Start of Input data
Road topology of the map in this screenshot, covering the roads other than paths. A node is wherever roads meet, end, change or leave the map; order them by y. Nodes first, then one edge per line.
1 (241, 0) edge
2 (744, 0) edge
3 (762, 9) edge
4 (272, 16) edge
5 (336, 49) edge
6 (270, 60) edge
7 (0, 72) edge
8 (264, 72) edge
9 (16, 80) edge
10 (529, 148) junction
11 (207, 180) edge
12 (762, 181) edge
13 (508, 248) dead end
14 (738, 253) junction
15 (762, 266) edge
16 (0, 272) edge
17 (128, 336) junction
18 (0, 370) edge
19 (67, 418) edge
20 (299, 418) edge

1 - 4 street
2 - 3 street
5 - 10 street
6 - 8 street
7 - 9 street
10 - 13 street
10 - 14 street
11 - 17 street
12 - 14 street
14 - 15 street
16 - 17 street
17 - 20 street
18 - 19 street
End of Input data
● **Aim of the exercise**: In the answer, every line above should be retyped exactly.

● **Response box**:
Road topology of the map in this screenshot, covering the roads other than paths. A node is wherever roads meet, end, change or leave the map; order them by y. Nodes first, then one edge per line.
1 (241, 0) edge
2 (744, 0) edge
3 (762, 9) edge
4 (272, 16) edge
5 (336, 49) edge
6 (270, 60) edge
7 (0, 72) edge
8 (264, 72) edge
9 (16, 80) edge
10 (529, 148) junction
11 (207, 180) edge
12 (762, 181) edge
13 (508, 248) dead end
14 (738, 253) junction
15 (762, 266) edge
16 (0, 272) edge
17 (128, 336) junction
18 (0, 370) edge
19 (67, 418) edge
20 (299, 418) edge

1 - 4 street
2 - 3 street
5 - 10 street
6 - 8 street
7 - 9 street
10 - 13 street
10 - 14 street
11 - 17 street
12 - 14 street
14 - 15 street
16 - 17 street
17 - 20 street
18 - 19 street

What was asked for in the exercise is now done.